I tried even harder with the minimum
wage complaint. I made complaints
and paid visits to the State agency that oversees this issue, but they did not
respond. I tried the U.S. Department of
Labor, which said it had no jurisdiction.
I tried the office that enforces the City of San Jose minimum wage
ordinance, which after a year and a half decided that the individuals were not
covered by the ordinance. I argued
against that conclusion to the City, the DOL, and several attorneys without
getting a reply. Two and a half years
spent with no effect. That’s too bad because
this is, in Purcell’s words, a terrible injustice. The hundreds of homeless folks deserved, it
seems to me, well over $1 million of unpaid compensation. I give up.
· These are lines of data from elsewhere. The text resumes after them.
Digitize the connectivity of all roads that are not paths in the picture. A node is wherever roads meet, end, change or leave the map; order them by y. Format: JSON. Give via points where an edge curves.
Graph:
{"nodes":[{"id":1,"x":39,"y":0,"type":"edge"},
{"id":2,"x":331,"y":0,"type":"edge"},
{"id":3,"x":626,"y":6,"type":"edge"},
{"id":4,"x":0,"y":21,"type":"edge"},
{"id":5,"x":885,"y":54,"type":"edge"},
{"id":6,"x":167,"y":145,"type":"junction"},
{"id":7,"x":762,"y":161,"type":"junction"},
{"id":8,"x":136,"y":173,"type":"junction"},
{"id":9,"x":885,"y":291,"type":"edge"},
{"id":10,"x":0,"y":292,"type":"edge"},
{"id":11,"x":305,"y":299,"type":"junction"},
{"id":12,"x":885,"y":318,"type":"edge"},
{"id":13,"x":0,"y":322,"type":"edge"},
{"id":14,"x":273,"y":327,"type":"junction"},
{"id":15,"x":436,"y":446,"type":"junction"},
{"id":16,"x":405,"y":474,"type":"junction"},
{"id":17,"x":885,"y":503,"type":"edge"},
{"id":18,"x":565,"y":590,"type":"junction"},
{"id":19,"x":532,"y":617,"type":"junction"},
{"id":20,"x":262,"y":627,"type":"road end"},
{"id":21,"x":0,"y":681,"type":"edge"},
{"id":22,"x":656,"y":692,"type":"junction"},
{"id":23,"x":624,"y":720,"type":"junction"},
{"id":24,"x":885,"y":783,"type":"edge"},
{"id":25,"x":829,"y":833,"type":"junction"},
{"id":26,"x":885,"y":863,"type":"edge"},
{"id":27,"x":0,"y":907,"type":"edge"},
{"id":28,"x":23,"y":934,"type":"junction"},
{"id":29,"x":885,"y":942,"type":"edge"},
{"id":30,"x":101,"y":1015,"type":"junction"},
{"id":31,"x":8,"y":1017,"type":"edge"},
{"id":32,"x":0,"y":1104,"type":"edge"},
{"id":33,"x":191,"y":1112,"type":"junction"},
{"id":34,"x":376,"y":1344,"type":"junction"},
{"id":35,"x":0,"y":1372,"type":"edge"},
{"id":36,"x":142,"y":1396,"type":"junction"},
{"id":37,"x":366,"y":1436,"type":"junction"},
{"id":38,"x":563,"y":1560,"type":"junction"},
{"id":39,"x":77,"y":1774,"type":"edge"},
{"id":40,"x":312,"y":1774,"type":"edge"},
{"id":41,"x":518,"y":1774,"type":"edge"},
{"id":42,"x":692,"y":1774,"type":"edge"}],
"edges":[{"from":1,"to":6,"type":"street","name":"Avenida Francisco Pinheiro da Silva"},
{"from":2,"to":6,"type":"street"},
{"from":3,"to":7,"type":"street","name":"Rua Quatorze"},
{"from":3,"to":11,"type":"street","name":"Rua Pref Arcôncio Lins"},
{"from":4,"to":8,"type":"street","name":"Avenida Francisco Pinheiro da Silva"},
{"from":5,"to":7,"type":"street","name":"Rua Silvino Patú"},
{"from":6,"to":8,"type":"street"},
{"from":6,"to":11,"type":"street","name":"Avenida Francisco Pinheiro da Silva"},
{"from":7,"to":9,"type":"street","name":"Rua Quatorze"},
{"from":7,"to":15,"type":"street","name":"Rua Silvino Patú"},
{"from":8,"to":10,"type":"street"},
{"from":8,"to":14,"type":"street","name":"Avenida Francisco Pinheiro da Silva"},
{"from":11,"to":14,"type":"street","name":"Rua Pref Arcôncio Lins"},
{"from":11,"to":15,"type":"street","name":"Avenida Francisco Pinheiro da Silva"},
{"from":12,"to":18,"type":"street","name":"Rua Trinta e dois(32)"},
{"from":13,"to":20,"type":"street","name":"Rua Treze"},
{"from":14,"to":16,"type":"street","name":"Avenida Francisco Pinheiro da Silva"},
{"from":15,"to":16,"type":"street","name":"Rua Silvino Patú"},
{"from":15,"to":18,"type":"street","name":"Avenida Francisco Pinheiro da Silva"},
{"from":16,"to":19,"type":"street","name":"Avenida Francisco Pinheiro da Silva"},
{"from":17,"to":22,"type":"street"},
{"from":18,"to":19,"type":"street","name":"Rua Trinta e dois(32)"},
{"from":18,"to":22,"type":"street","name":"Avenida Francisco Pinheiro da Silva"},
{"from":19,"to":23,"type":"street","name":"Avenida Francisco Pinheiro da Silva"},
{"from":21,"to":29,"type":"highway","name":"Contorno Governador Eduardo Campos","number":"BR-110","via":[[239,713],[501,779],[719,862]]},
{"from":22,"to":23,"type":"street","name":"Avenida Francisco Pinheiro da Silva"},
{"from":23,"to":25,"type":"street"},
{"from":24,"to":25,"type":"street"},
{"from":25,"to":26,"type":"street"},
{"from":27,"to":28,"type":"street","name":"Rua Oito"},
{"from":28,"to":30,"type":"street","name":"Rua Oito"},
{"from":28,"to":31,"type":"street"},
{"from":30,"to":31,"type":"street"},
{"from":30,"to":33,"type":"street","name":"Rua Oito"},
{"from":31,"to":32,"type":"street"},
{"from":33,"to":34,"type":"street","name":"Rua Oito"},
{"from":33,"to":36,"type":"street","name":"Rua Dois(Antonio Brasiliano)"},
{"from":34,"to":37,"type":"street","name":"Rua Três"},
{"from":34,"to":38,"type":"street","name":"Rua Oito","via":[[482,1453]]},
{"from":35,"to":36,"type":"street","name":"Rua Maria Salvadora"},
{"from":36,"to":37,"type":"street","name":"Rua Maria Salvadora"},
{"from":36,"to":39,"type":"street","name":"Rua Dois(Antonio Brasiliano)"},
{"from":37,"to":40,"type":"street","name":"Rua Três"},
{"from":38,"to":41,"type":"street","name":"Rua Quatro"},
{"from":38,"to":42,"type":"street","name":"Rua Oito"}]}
As in the HUD overbilling case, the government shows no interest
in recovering the $140,000 HomeFirst overbilled
the County of Santa Clara, but so far it has not billed me for asking for
copies of their communications with HomeFirst.
The six other complaints, I mostly gave up on months and years ago. There seemed to point to pursuing them.
It’s hard to give up after we have spent so much energy and
we are so confident that we are right. The
Government Accountability
Project maintains a stable of big-time past whistleblowers for hire to speak
out on their experiences. Grissom quit
the City of Oakland in December 2015, but he came back again a year later
following the Ghost Ship fire. Purcell
seems to retain a passion for his project.
We whistleblowers may be reluctant to accept fact that our efforts have been defeated and we must return to quotidian life. The selves we found, who rose up heroically
in our projects, must be set free so we can find new battles to fight.